_Exercise details_. Read through the data, and wherever a line holds the word "hand", write that line out.

_Excerpted data_.
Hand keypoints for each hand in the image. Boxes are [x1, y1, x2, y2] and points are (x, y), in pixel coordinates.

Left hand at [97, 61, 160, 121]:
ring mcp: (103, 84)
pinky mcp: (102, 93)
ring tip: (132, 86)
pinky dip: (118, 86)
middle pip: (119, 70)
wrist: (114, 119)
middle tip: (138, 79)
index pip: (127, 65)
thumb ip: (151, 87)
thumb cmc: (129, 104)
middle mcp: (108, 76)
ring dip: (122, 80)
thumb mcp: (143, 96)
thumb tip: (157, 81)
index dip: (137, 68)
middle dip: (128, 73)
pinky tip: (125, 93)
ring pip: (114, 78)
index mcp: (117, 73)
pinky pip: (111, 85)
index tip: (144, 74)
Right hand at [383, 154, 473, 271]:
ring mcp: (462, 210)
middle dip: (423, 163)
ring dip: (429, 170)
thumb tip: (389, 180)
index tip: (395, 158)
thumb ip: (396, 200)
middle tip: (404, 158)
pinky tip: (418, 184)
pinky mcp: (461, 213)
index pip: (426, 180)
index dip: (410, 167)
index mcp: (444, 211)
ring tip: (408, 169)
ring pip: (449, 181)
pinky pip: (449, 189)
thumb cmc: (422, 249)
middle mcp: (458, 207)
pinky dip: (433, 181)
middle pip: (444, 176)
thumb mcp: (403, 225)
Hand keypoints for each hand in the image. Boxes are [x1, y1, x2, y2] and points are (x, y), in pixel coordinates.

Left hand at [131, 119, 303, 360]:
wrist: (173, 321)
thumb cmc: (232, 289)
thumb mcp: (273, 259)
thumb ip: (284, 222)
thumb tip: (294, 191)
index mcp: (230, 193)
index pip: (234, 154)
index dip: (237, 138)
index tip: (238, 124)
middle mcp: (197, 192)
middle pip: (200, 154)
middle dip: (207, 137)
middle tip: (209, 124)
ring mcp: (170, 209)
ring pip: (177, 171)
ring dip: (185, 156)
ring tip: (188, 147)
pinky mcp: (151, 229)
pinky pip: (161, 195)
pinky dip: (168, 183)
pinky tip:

_Completed exercise_.
Hand keypoints for each hand in the image. Boxes are [x1, y1, x2, y2] and points are (x, y), in pixel coordinates.
Left hand at [97, 61, 160, 121]:
Right hand at [383, 154, 473, 271]:
Hand keypoints for each hand in the image. Boxes are [x1, y1, x2, y2] and points are (x, y), in pixel coordinates.
Left hand at [131, 119, 303, 360]:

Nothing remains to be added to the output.